Personal life and education 
Olisakwe was born and raised in Kano State, northern Nigeria. Her parents are from eastern Nigeria. She completed her secondary education in northern Nigeria and subsequently earned a degree in Computer Science from Abia State Polytechnic, in Aba, Nigeria.

Writing career 
Olisakwe's debut novel, Eyes of a Goddess, was published in 2012.

She has written numerous short stories and articles, most of which have appeared in blogs and online journals, including Olisa.tv, Saraba, Sentinel Nigeria and Short Story Day Africa.
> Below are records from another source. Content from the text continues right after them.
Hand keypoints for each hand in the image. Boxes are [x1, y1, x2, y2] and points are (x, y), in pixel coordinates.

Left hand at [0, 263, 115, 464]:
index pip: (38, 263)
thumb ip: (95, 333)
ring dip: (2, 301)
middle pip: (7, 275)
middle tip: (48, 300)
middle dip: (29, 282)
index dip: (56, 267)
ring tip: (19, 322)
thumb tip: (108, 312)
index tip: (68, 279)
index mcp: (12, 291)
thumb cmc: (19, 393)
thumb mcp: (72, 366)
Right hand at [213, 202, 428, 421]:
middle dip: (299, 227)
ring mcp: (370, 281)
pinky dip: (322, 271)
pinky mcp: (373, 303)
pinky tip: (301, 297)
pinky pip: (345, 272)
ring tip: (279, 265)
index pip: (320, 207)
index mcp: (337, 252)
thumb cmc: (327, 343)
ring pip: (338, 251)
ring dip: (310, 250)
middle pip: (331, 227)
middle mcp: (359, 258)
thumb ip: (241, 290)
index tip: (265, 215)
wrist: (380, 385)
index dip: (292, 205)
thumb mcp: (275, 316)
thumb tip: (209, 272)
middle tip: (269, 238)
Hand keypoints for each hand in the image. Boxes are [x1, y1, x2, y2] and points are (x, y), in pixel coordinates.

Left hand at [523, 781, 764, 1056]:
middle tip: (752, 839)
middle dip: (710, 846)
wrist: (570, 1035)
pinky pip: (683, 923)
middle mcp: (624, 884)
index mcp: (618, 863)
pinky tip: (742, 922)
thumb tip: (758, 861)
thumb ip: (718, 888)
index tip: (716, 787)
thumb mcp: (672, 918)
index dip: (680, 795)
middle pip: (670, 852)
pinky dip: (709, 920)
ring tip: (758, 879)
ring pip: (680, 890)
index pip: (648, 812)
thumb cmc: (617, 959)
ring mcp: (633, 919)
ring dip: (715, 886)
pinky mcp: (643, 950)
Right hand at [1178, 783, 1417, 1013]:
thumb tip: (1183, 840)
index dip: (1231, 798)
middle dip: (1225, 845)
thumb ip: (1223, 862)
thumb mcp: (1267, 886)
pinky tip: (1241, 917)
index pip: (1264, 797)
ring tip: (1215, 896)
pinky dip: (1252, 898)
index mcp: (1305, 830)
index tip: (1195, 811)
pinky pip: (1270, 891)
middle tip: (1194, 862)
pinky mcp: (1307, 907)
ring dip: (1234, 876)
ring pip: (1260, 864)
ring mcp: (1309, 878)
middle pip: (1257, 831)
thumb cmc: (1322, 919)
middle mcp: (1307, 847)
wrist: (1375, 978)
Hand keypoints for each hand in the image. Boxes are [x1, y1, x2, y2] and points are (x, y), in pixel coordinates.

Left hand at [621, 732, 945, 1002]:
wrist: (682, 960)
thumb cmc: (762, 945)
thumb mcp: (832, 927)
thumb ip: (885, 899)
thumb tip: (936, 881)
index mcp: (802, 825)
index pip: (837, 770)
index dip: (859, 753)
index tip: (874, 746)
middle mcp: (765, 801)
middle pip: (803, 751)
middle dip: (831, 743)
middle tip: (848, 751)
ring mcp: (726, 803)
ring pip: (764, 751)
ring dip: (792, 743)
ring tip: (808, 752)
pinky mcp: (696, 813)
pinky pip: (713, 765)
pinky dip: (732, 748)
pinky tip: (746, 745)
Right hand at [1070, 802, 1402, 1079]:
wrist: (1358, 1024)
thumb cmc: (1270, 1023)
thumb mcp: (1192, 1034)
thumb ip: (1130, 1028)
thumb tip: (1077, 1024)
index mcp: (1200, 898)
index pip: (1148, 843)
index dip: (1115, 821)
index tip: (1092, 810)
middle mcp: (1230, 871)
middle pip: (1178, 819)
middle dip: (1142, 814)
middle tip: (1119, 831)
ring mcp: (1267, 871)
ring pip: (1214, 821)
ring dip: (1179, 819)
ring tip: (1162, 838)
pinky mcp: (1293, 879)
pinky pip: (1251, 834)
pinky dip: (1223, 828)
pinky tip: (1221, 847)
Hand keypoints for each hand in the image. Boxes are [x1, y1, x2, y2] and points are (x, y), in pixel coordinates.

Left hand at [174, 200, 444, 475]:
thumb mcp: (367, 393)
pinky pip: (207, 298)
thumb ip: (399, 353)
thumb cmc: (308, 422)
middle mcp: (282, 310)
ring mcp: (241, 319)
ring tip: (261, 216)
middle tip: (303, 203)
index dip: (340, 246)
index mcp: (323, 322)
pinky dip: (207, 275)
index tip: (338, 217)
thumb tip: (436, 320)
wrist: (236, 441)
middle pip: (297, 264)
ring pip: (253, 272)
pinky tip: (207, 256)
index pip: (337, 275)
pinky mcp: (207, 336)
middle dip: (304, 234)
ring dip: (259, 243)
She has been featured in the BBC.  Her essays have appeared in The New York Times and various magazines including the Nigerian Telegraph and African Hadithi. She wrote the screenplay for The Calabash, a television series produced and directed by Obi Emelonye and premiered in January 2015 on Africa Magic Showcase.
Olisakwe administers the blog for the Writivism Mentorship Programme, a project of the Centre for African Cultural Excellence, and was a co-facilitator at the Lagos Workshop.
She was a guest and panel member at the 2014 Ake Arts and Books Festival and the Hay Festival.

Olisakwe was selected as one of the 39 most promising writers under the age of 40 from Sub-Saharan Africa and the diaspora, in the Africa39 project – a Hay Festival and Rainbow Book Club initiative in celebration of the UNESCO World Book Capital 2014 – and is included in the anthology Africa39: New Writing from Africa South of the Sahara (edited by Ellah Allfrey). Olisakwe's contribution, "This Is How I Remember it", was described by one reviewer as "a clear-eyed account of a girl's romantic awakening in Nigeria" and a story "so good it leaves us wanting more", while another reviewer described it as a "gripping story about adolescent romance, deception and yearning".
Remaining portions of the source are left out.